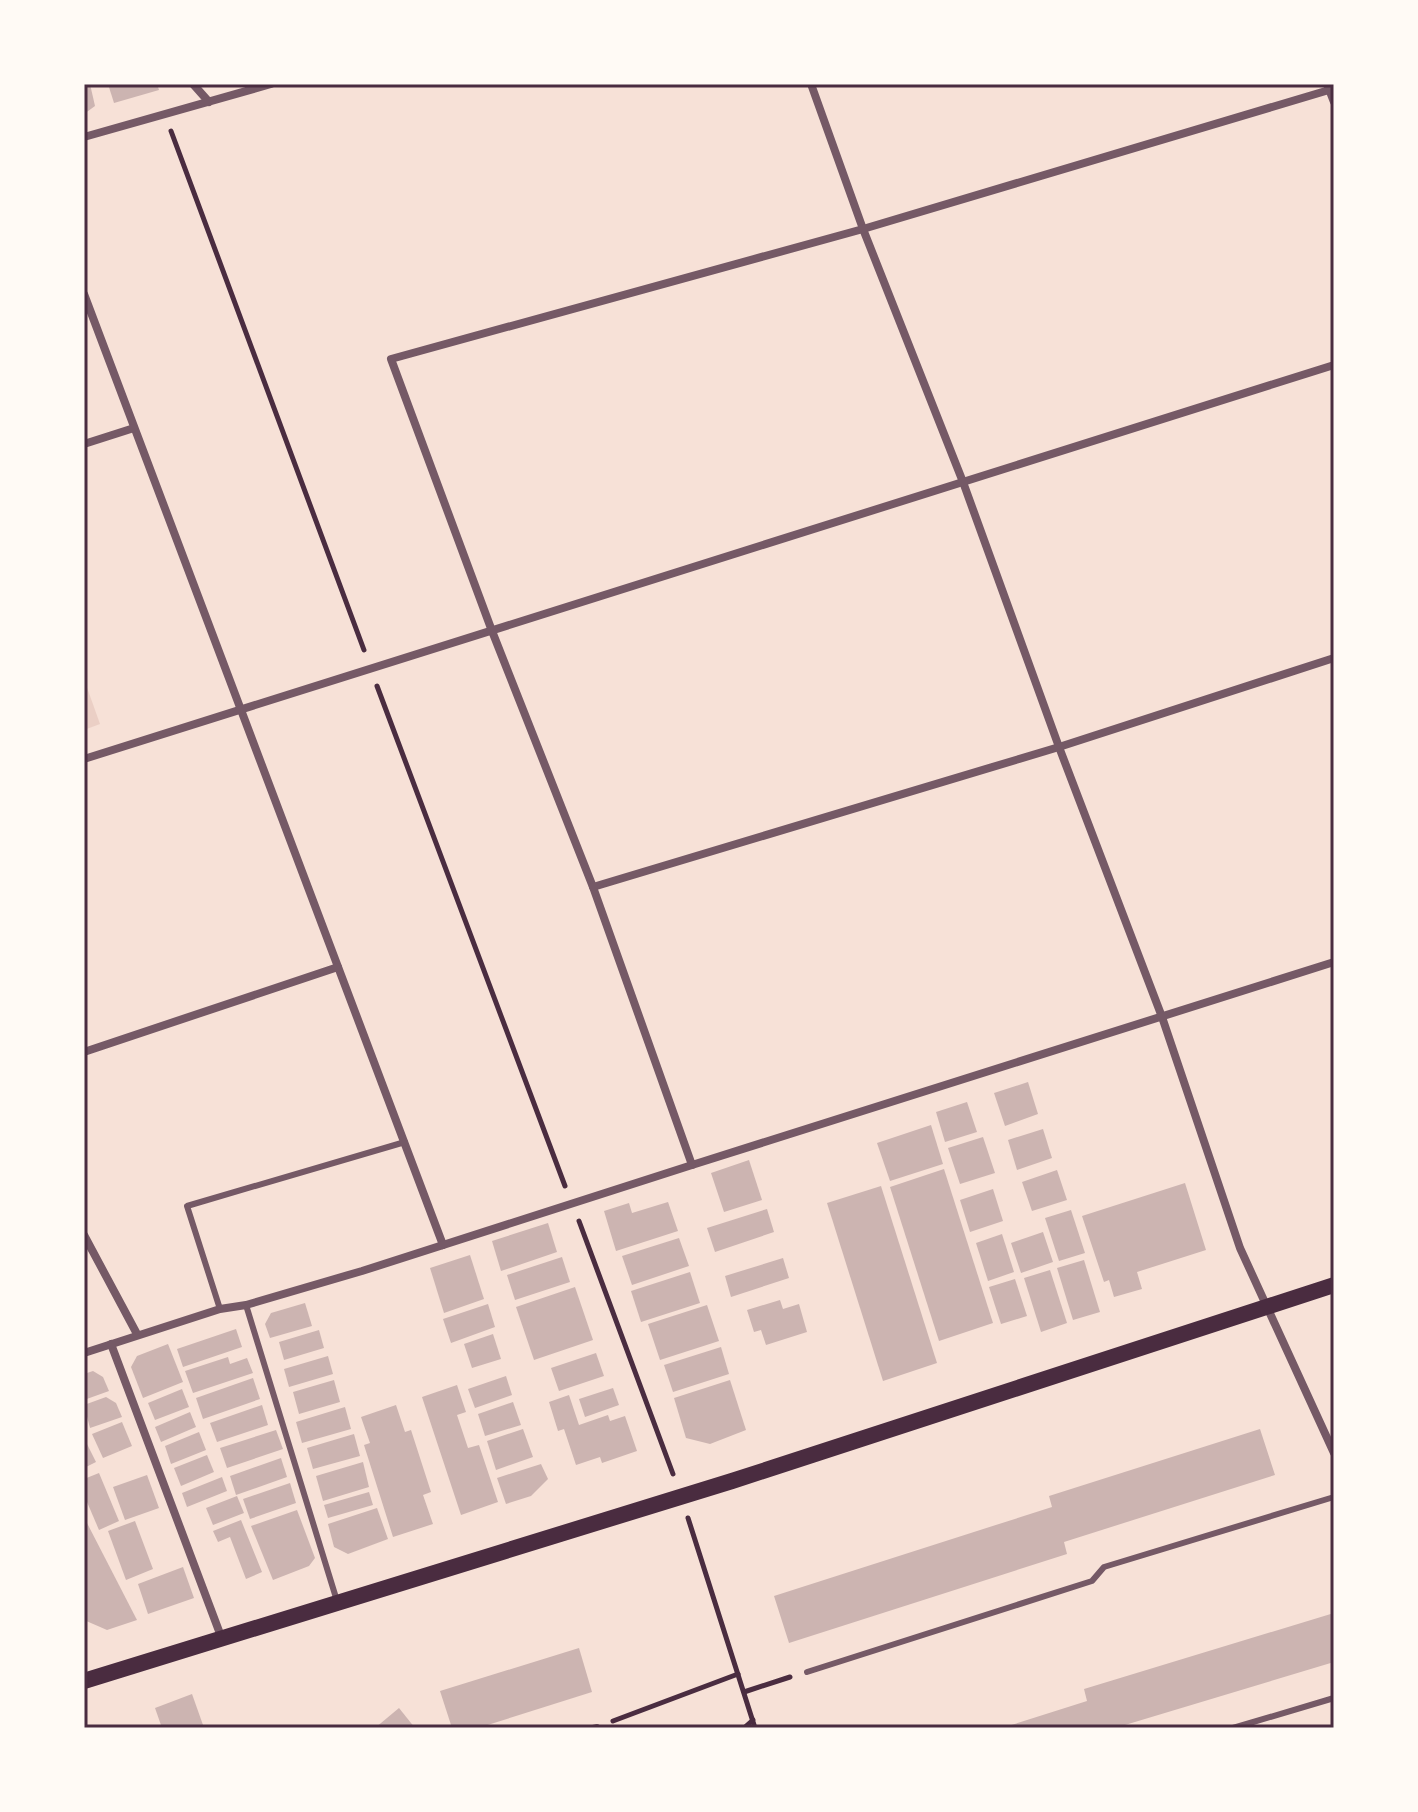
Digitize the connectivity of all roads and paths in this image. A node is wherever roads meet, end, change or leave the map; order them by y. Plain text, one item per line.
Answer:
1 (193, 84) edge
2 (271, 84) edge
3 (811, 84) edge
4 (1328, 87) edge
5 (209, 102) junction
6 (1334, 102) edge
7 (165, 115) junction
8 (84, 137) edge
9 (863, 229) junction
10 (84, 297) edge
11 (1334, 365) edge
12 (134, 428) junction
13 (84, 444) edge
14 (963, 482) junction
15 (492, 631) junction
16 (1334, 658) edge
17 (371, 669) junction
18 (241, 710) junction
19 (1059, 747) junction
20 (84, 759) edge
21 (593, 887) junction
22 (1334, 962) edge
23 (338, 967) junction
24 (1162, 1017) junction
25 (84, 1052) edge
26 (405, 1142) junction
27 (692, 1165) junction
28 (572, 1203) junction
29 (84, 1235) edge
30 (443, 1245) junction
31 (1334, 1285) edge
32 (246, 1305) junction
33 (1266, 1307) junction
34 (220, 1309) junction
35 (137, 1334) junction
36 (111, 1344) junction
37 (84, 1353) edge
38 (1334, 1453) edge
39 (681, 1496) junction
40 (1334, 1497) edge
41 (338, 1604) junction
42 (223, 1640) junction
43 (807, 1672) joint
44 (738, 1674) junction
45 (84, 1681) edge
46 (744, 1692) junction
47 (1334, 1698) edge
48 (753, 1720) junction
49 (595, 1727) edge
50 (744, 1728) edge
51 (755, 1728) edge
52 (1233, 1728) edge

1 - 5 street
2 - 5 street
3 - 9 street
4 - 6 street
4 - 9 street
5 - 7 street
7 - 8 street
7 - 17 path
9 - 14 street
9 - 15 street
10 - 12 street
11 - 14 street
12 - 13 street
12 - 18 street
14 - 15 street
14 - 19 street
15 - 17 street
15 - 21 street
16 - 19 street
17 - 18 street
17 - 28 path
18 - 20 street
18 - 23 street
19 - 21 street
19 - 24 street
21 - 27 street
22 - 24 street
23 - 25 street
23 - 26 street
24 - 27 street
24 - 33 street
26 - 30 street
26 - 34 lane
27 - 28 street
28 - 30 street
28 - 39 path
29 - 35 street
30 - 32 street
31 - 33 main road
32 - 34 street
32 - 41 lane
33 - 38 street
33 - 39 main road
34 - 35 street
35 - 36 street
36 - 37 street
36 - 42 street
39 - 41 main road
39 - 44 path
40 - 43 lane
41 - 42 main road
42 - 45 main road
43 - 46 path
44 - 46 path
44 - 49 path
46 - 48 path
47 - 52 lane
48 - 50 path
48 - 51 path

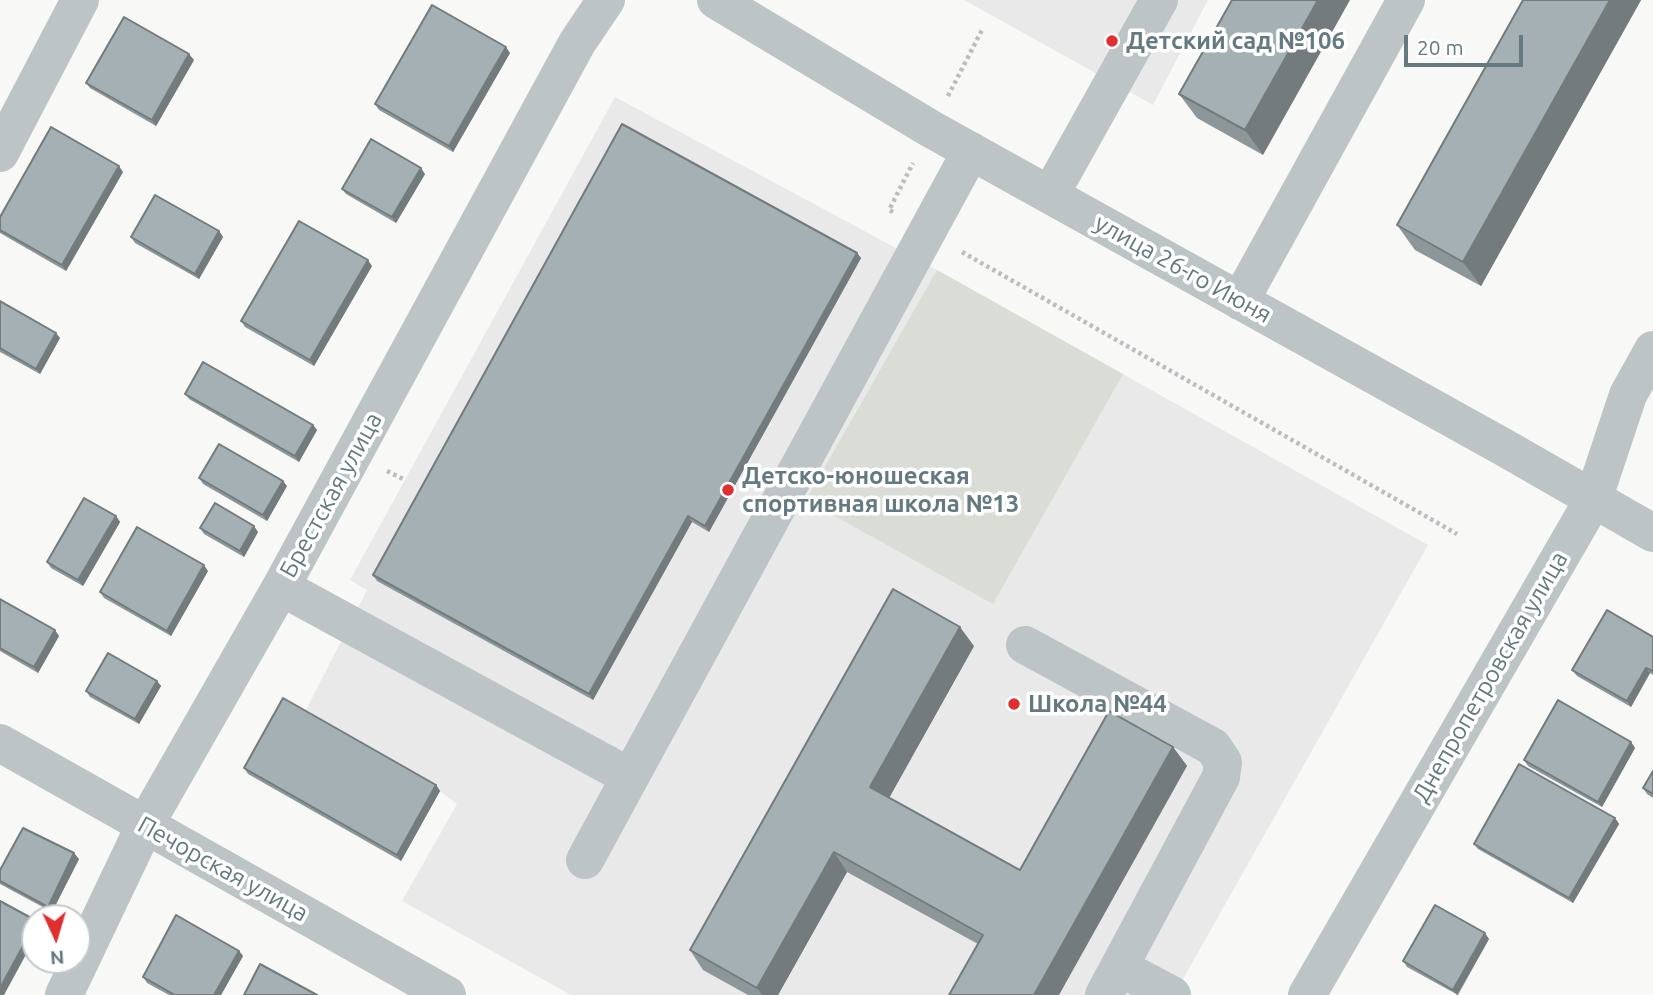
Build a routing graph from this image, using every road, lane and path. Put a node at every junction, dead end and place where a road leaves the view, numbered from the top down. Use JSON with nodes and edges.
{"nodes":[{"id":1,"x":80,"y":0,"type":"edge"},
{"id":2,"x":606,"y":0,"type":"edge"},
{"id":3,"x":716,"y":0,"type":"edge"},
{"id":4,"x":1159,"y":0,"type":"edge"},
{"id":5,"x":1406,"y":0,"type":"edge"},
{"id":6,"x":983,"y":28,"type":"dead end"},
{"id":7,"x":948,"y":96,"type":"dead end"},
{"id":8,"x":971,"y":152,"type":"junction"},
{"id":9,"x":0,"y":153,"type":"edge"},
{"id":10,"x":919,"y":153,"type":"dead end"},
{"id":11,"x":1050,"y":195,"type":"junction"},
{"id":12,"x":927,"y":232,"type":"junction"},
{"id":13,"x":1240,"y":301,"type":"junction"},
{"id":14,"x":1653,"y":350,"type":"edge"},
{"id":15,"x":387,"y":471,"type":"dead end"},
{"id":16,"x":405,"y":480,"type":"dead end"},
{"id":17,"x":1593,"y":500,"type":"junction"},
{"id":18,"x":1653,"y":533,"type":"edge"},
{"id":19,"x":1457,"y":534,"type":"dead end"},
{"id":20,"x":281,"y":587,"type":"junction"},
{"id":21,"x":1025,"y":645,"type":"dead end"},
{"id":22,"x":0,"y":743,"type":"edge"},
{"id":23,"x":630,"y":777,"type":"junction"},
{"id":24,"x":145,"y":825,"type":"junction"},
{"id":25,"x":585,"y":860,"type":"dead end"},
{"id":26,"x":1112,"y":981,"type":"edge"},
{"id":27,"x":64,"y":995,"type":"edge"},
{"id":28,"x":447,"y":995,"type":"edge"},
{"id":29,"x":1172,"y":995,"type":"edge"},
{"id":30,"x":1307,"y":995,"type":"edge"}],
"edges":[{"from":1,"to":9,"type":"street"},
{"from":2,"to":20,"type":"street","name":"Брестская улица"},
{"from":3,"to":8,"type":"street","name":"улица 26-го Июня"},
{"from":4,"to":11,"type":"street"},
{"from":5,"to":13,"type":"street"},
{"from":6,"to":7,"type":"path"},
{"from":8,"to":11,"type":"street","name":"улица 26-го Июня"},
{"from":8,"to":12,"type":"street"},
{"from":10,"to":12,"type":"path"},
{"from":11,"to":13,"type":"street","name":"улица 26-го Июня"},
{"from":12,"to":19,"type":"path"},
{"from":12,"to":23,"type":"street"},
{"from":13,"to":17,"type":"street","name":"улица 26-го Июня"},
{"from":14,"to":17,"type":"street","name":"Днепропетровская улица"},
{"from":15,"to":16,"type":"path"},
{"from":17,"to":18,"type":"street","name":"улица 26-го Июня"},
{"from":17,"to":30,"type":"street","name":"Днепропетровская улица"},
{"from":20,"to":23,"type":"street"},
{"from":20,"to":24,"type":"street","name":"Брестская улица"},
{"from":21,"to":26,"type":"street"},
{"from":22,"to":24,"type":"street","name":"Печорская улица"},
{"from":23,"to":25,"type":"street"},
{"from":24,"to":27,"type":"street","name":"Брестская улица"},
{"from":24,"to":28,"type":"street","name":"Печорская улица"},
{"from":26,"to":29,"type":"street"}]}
===
_Work instruction_.
Please copy each line of the records above in which the word "main" can be found.

_Answer for the task_.
31 - 33 main road
33 - 39 main road
39 - 41 main road
41 - 42 main road
42 - 45 main road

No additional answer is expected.